What happens when you compare the results from the matching method with the result form randomized assignment? Why do you think the results are so different for matching on a limited set of explanatory variables? Why is the result more similar when matching on a full set of explanatory variables?
Randomized assignment and matching primarily differ in how the treatment is given. In randomized assignment, the HISP is randomly assigned and the impact is measured by the difference in health expenditures between the treatment and comparison groups. In matching, the HISP is not randomly assigned. A comparison group is constructed from nonenrolled households that have similar characteristics to enrolled households using matching.
When matching on a limited set of explanatory variables, the remaining unobserved differences in the matched comparison group likely account for some of these difference between the matching and the randomized assignment estimates.
When matching on a full set of explanatory variables, the difference between the matching and randomized assignment estimates tends to get smaller. However, you cannot be sure that all relevant explanatory variables are accounted for.
Based on the result from the matching method, should the HISP be scaled up nationally?

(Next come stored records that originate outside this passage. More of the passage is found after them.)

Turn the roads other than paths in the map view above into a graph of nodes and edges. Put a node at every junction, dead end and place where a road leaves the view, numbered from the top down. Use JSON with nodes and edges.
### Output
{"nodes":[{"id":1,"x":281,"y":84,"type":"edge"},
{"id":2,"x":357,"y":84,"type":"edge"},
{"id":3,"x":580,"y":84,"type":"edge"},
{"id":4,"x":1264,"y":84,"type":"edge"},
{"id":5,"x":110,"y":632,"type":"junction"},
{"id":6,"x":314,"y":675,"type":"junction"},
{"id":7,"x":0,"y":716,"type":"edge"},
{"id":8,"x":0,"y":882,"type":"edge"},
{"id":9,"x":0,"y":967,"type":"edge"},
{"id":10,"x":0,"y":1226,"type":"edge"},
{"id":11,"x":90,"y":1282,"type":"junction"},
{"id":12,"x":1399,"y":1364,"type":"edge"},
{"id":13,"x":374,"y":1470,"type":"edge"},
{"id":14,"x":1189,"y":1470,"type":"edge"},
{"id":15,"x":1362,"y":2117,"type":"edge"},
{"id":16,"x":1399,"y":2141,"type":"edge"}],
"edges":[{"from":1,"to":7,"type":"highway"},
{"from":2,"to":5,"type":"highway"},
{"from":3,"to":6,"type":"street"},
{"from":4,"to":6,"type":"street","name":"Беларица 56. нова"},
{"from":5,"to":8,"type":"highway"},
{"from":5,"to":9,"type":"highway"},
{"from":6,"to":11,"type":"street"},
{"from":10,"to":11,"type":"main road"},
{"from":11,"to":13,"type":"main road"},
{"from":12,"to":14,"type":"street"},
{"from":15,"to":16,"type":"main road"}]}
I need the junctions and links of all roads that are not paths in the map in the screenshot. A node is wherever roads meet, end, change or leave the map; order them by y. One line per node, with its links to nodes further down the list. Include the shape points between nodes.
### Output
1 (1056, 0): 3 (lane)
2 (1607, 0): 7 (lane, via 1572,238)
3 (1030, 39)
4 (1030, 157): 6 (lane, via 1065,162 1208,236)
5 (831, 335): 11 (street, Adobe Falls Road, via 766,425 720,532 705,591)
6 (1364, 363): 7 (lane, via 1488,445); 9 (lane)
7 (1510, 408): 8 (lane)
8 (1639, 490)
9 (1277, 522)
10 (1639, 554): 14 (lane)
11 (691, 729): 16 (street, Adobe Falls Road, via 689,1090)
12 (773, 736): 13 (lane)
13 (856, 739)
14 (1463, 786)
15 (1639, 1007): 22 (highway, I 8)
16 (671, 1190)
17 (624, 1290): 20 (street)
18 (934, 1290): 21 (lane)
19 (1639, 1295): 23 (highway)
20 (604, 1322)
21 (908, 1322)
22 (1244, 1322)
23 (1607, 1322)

Based strictly on the estimate from matching on a full set of explanatory variables, the HISP should not be scaled up nationally because it decreased health expenditures by $ 9.95, which is less than the government-determined threshold level of $10. However, the $9.95 estimate is very close to $10. In statistical terms, it is not statistically different from $10. Therefore, you might still argue that the HISP should be expanded nationally.